--- TASK INPUT Enclosed Below ---

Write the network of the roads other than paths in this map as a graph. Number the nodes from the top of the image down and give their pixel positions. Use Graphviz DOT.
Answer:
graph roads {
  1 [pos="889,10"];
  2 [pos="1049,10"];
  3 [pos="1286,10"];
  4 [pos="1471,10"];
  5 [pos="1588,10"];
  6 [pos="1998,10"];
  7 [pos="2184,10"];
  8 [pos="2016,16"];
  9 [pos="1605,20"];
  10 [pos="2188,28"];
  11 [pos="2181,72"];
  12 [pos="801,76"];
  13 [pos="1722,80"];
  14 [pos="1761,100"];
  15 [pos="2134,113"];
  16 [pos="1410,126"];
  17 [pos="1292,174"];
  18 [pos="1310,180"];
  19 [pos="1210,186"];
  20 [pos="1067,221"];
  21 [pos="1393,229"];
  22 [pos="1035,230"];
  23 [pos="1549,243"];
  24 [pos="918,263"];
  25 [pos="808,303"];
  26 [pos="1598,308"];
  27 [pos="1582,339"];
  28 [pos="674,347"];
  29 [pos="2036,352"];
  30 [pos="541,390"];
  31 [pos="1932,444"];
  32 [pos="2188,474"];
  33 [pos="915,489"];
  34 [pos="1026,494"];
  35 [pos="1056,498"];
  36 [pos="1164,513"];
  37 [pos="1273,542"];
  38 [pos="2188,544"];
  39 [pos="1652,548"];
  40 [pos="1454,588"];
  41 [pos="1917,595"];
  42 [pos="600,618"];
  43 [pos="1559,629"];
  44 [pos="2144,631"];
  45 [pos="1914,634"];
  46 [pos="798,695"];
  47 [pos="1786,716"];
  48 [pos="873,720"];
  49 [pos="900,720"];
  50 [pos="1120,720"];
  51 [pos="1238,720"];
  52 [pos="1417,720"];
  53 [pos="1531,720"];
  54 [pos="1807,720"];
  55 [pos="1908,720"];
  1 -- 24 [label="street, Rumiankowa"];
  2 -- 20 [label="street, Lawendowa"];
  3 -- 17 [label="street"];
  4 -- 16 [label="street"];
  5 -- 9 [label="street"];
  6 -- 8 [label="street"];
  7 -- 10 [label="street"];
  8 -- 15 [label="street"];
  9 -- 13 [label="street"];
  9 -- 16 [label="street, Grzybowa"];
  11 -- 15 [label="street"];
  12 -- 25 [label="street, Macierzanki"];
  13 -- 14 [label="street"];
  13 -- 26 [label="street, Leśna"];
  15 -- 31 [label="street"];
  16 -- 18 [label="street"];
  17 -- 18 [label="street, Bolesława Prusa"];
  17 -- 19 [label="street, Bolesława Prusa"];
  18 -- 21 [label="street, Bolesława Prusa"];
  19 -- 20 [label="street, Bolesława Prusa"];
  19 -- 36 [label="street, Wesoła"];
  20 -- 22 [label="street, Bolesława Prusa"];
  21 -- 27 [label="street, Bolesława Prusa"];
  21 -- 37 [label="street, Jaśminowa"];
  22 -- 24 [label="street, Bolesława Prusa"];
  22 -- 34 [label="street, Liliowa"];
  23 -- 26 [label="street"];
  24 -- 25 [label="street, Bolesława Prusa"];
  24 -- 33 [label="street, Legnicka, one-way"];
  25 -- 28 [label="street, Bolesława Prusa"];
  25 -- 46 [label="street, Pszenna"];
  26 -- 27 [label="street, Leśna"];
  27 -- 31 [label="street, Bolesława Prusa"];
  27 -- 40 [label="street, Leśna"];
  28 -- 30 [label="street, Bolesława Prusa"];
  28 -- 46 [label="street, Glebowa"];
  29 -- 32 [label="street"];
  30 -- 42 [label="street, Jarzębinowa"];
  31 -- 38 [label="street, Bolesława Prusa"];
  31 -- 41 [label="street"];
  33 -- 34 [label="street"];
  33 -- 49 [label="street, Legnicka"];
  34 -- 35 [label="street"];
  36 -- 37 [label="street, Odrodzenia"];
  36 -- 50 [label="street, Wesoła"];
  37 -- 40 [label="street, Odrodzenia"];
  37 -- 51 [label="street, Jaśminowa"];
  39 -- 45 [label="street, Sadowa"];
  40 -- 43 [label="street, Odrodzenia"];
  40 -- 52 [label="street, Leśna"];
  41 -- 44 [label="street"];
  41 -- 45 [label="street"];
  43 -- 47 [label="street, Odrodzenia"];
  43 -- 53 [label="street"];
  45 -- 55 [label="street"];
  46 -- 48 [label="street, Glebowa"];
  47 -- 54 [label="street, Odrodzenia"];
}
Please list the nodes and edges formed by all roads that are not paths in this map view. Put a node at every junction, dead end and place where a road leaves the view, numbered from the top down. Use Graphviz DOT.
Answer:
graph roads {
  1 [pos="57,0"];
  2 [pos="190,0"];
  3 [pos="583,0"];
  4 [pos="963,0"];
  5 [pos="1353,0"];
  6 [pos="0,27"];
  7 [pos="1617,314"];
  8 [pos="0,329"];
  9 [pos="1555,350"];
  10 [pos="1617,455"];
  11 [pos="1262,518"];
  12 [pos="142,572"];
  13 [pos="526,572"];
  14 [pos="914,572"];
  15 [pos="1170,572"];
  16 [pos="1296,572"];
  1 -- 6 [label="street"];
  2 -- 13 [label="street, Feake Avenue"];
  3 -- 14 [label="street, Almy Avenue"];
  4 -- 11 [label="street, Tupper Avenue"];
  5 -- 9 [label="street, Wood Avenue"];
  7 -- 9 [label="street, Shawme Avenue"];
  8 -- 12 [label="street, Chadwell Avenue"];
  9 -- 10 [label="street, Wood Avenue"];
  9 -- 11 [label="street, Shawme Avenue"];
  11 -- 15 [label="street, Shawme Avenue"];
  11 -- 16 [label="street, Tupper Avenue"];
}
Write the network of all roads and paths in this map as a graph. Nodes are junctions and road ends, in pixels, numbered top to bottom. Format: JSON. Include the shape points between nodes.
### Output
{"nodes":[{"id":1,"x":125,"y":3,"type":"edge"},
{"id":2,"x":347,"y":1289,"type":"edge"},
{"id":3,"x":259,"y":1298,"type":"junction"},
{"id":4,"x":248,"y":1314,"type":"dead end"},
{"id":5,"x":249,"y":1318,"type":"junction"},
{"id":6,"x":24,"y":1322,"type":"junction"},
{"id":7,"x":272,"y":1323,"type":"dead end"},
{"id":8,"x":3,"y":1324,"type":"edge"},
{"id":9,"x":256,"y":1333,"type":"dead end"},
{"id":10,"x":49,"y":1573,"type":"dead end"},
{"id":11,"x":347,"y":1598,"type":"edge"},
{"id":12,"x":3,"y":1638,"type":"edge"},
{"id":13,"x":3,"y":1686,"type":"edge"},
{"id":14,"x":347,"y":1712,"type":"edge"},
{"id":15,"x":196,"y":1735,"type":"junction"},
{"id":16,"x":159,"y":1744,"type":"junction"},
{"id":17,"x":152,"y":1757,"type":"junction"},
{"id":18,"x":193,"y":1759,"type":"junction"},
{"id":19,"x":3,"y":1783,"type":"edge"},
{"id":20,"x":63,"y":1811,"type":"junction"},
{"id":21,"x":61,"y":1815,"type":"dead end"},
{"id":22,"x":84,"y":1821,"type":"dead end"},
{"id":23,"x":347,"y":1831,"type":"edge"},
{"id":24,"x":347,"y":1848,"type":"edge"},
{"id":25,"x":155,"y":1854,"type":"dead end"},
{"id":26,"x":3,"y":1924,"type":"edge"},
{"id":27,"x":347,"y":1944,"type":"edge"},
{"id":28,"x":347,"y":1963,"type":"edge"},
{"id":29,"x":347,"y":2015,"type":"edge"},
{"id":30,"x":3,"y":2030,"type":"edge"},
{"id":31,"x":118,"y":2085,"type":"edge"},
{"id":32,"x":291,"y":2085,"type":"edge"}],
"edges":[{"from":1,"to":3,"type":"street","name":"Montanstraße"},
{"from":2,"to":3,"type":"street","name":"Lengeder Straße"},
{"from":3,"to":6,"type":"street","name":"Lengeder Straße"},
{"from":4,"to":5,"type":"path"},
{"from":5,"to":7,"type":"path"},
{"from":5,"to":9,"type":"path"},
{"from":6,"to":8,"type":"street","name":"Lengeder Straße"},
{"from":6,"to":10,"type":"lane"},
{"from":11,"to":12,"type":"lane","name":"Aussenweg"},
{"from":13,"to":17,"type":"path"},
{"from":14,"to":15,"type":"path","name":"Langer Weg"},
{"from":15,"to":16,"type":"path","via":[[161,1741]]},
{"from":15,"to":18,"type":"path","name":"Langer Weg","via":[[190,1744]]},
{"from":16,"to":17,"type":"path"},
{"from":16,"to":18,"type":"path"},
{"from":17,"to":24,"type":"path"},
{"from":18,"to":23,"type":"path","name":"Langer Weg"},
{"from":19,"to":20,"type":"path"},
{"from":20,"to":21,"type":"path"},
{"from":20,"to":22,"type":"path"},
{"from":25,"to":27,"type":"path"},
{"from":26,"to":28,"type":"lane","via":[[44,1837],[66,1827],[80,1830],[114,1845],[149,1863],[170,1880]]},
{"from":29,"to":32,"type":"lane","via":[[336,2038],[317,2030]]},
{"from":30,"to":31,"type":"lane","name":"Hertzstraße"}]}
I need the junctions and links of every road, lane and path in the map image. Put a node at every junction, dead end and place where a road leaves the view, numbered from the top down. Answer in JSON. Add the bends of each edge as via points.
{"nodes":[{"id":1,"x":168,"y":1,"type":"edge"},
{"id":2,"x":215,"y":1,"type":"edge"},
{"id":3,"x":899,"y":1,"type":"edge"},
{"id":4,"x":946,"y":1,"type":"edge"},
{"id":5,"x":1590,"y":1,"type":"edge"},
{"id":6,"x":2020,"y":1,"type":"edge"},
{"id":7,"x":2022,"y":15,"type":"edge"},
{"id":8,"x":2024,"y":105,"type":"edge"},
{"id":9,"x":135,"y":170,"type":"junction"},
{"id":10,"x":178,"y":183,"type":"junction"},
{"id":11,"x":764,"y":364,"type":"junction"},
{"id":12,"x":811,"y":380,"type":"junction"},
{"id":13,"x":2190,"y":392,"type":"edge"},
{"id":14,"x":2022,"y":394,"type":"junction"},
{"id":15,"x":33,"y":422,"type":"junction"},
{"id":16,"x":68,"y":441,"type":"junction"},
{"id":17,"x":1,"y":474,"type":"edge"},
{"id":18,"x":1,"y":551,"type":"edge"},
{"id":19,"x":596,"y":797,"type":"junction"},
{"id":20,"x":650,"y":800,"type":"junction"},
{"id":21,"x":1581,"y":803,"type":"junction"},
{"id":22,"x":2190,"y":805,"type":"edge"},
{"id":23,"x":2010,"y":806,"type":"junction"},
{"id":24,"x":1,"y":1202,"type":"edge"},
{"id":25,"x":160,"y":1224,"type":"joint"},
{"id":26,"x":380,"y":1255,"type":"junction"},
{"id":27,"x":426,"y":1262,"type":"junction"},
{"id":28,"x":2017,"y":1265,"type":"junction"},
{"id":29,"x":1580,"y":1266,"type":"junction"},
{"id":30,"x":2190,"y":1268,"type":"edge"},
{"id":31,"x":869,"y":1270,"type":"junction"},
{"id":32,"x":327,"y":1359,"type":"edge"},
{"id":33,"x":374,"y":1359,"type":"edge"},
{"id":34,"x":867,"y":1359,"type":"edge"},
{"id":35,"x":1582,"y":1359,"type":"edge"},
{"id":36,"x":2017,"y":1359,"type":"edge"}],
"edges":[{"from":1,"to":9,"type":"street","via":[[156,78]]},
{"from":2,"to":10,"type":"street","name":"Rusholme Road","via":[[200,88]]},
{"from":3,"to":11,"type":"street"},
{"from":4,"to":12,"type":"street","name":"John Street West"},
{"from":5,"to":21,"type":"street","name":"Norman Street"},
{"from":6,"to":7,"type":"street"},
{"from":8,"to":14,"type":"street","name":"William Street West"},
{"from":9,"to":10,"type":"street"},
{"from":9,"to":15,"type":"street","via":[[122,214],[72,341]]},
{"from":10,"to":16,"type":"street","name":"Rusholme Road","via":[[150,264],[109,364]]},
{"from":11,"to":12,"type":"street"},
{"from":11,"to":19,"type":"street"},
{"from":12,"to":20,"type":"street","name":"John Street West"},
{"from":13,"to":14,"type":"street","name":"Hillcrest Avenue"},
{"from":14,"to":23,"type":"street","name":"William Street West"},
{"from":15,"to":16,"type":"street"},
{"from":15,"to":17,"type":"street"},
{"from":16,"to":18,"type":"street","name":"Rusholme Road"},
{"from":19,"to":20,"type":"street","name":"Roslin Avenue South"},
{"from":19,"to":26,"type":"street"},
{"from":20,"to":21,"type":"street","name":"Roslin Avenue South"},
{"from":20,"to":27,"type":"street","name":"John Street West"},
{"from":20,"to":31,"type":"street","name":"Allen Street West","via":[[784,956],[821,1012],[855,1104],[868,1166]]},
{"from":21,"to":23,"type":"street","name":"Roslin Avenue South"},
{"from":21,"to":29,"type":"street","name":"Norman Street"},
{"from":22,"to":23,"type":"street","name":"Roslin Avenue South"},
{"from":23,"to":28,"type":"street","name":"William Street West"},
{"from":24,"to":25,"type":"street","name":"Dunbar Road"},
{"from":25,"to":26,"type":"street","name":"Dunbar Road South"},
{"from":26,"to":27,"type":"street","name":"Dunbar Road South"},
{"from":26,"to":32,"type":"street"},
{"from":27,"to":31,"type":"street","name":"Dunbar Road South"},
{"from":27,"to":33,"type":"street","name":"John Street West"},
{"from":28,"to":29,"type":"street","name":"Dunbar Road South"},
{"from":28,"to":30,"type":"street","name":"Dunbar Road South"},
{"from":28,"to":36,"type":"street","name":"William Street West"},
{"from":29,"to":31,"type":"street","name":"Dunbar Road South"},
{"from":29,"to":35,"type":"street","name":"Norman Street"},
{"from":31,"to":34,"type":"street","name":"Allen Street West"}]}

--- End of Enclosed TASK INPUT ---

▸ REQUIRED WORK: Each line of the records that holds the word "Lengeder" should be copied out.

▸ RESULT OF THIS EXERCISE:
{"from":2,"to":3,"type":"street","name":"Lengeder Straße"},
{"from":3,"to":6,"type":"street","name":"Lengeder Straße"},
{"from":6,"to":8,"type":"street","name":"Lengeder Straße"},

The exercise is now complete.